MEC interfere na democracia interna das Ifes
Nota Técnica publicada em
dezembro ataca democracia interna das Ifes
O Ministério da Educação publicou uma nota
técnica interferindo na democracia interna das Instituições Federais de Ensino
Superior (Ifes) no processo de escolha de reitores.
Divulgada em 17 de dezembro, a Nota Técnica nº
400 substitui a 437, de 2011. Ao contrário da anterior, ela sinaliza que
processos de consulta à comunidade universitária que adotem votação paritária
entre docentes, técnicos administrativos e estudantes pode ser passível de
anulação. A Nota Técnica registra que consultas com “peso dos docentes
diferente de 70% será ilegal, e deve ser anulada, bem como todos os atos dela
decorrentes”.
Ainda em dezembro, a Assessoria Jurídica
Nacional (AJN) divulgou uma análise da nova normativa do MEC, comparando-a com
a anterior. Segundo a AJN, a publicação de 2011 não considerava
irregulares consultas informais à comunidade universitária, com votação
paritária entre docentes, técnicos administrativos e discentes.
De acordo
com a AJN, a mudança trazida pela Nota Técnica 400, de dezembro de 2018, “deixa explícita a necessidade de seguir as
orientações normativas presentes na legislação em vigor, modificando a redação
anterior”. A análise
da AJN reforça que, embora essa orientação já constasse na legislação, a nova
publicação “pode sinalizar uma pré-disposição governamental de que eventuais
processos de escolha que não sigam essas determinações possam ser passíveis de
anulação”. Confira aqui a nota
da AJN.
Atualmente, a lei 9.192/95 e o decreto 1916/96
estabelecem que, em caso de consulta prévia à comunidade acadêmica, o peso do
voto do corpo docente será de 70%. Os 30% restantes são divididos entre
técnicos administrativos e o corpo discente, em geral, com 15% para cada.

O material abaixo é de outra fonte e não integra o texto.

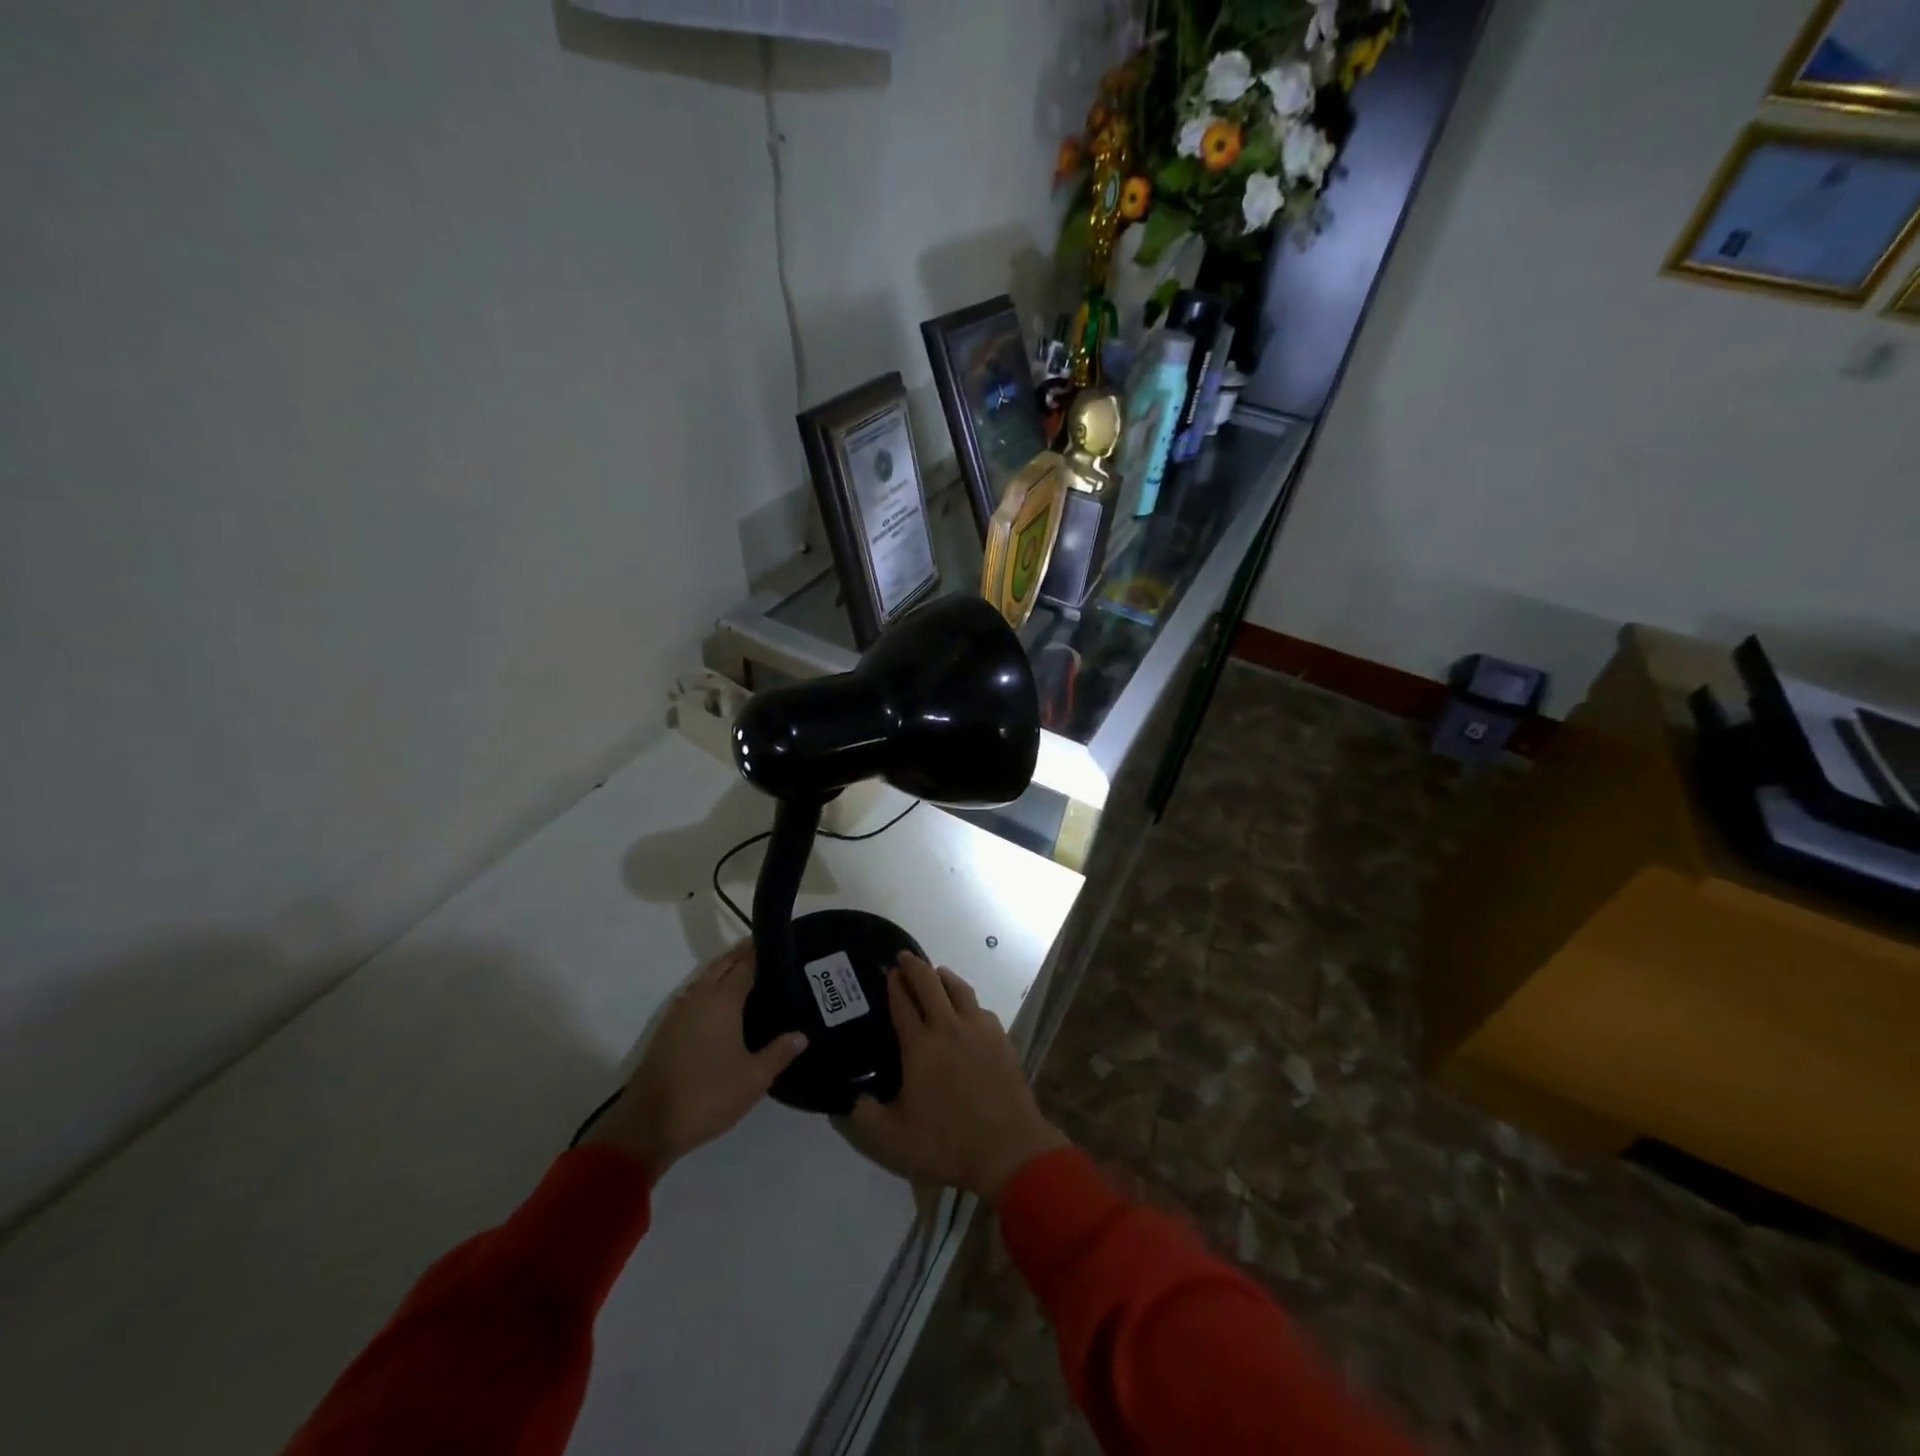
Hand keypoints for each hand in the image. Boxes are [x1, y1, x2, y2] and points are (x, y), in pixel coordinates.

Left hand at [585, 942, 805, 1182]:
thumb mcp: (754, 1079)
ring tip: (747, 971)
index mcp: (722, 1000)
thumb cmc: (708, 1096)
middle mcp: (699, 997)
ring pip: (705, 978)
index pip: (745, 964)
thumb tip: (801, 1035)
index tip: (778, 944)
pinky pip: (693, 994)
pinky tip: (720, 1003)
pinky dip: (709, 987)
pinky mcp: (667, 1030)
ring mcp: (679, 1012)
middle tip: (766, 951)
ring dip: (723, 968)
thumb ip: (779, 1052)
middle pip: (722, 964)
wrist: (649, 1125)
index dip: (760, 952)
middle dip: (741, 954)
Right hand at [840, 954, 1067, 1201]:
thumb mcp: (891, 1139)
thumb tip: (844, 1097)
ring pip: (959, 989)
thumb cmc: (946, 1144)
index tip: (886, 971)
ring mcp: (979, 1030)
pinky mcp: (1001, 1039)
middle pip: (930, 984)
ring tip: (935, 974)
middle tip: (903, 958)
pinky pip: (980, 1008)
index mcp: (920, 1045)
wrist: (1008, 1149)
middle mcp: (949, 1027)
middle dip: (914, 966)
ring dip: (943, 976)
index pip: (902, 1002)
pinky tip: (966, 1010)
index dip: (893, 983)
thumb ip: (861, 1116)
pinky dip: (967, 1000)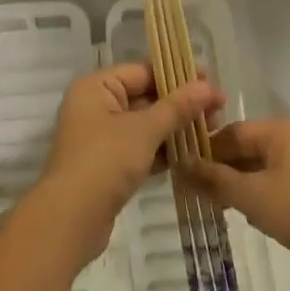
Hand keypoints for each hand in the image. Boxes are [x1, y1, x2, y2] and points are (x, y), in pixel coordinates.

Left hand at [36, 62, 223, 264]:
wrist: (71, 219)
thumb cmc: (105, 161)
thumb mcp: (144, 130)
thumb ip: (177, 107)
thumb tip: (207, 86)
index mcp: (96, 87)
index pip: (142, 71)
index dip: (178, 75)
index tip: (211, 83)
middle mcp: (95, 105)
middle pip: (144, 96)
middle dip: (180, 103)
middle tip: (218, 109)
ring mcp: (100, 136)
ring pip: (144, 124)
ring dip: (175, 127)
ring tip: (213, 129)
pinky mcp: (108, 164)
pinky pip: (140, 147)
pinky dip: (162, 150)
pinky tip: (192, 153)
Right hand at [184, 119, 289, 290]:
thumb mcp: (252, 196)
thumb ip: (215, 179)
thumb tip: (181, 163)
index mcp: (281, 131)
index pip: (232, 132)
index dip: (206, 150)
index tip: (182, 170)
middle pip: (249, 150)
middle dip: (223, 170)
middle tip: (196, 193)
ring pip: (266, 171)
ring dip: (242, 187)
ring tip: (218, 208)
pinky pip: (283, 188)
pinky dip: (264, 199)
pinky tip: (253, 219)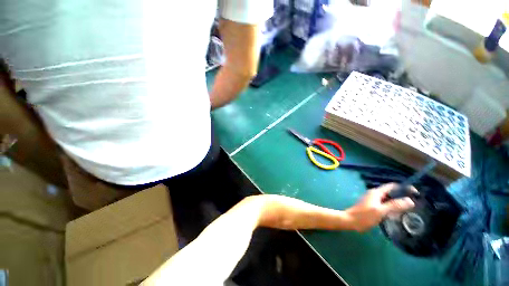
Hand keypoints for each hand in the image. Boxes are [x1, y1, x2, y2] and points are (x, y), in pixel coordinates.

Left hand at [345, 183, 415, 231]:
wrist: (350, 220)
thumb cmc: (364, 216)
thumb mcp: (381, 211)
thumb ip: (394, 205)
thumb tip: (410, 200)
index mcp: (376, 192)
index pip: (392, 186)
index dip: (404, 188)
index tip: (415, 194)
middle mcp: (374, 194)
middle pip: (391, 192)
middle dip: (402, 196)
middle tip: (414, 204)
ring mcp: (372, 199)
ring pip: (388, 199)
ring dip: (397, 203)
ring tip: (408, 210)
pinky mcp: (371, 205)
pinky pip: (384, 204)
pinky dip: (391, 207)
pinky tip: (396, 215)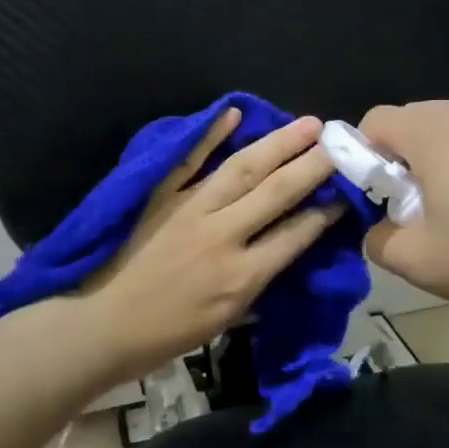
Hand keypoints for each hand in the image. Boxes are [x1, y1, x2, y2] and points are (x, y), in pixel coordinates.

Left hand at [81, 111, 344, 375]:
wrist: (103, 324)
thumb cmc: (166, 334)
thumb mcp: (224, 323)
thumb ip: (257, 286)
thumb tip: (283, 255)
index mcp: (241, 276)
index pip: (295, 235)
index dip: (325, 213)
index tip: (346, 193)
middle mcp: (222, 235)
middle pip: (276, 192)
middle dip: (313, 165)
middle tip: (340, 142)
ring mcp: (189, 210)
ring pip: (242, 169)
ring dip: (278, 144)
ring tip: (308, 124)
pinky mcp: (160, 197)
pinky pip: (188, 161)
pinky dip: (210, 135)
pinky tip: (233, 113)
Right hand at [358, 98, 448, 318]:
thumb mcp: (419, 262)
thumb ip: (377, 240)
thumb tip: (378, 228)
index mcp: (432, 130)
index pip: (375, 122)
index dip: (363, 157)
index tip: (381, 198)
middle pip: (415, 122)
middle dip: (406, 160)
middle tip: (423, 209)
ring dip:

Desta consulta pública, sai uma lista tríplice,
com os três candidatos mais votados. Essa lista vai para o órgão colegiado,
instância máxima da universidade, que em geral, vota pelo primeiro nome. A
lista tríplice, com a votação no primeiro nome, vai para o MEC, que sanciona,
ou não, a decisão do órgão colegiado. Nos últimos anos, o ministério da
Educação tem respeitado as decisões da comunidade acadêmica, escolhendo como reitor
o primeiro colocado da lista.
Avaliação
Segundo Antonio Gonçalves, presidente do
ANDES-SN, apesar das limitações, a Nota Técnica de 2011 previa o respeito aos
processos democráticos internos conquistados por docentes, técnicos e
estudantes.
Para ele, a imposição do cumprimento da lei, sem
a flexibilização a partir da autonomia universitária, fere a democracia
interna. “Nós já temos críticas à lista tríplice e ao modelo de eleição
indireta que ocorre hoje nas instituições. Nós lutamos ao longo dos anos para
ampliar a democracia nas universidades. Essa nota vem para cercear o mínimo de
democracia que temos. O Sindicato defende a eleição direta dentro da
universidade com o voto paritário ou universal, conforme a autonomia de cada
instituição”, disse.
Ines
Na última semana, o ministro da Educação,
Ricardo Vélez Rodríguez, ignorou a decisão da comunidade acadêmica na escolha
do novo diretor-geral do Instituto Nacional de Educação de Surdos (Ines). O
ministro indicou Paulo André Martins Bulhões, que ficou em segundo lugar na
eleição interna.
A Associação dos Servidores da Ines (Assines,
filiada ao Sinasefe) divulgou uma carta aberta na qual criticou a decisão de
Vélez Rodrígues. Cobrou, também, que seja "respeitado o resultado do
processo eleitoral realizado no instituto, em novembro de 2018, com ampla
participação da comunidade escolar". A Assines ressaltou ainda que todos
os candidatos assumiram o compromisso de que não tomariam posse caso não
vencessem a eleição interna.
É a primeira vez que o primeiro colocado na
eleição no Ines não é o nome escolhido pelo ministério da Educação. O regimento
do Ines determina que o diretor-geral do instituto, com mandato de quatro anos,
seja eleito por meio de lista tríplice.
Alerta
O presidente Jair Bolsonaro (PSL), ao longo dos
seus quatro anos de mandato, poderá escolher os reitores de 11 universidades
federais, segundo a Associação Nacional dos Dirigentes das Instituições
Federais de Ensino Superior no Brasil (Andifes). Antes de ser eleito, no pleito
realizado em 2018, Bolsonaro e sua equipe já sinalizavam a
interferência direta na escolha dos reitores nas universidades federais.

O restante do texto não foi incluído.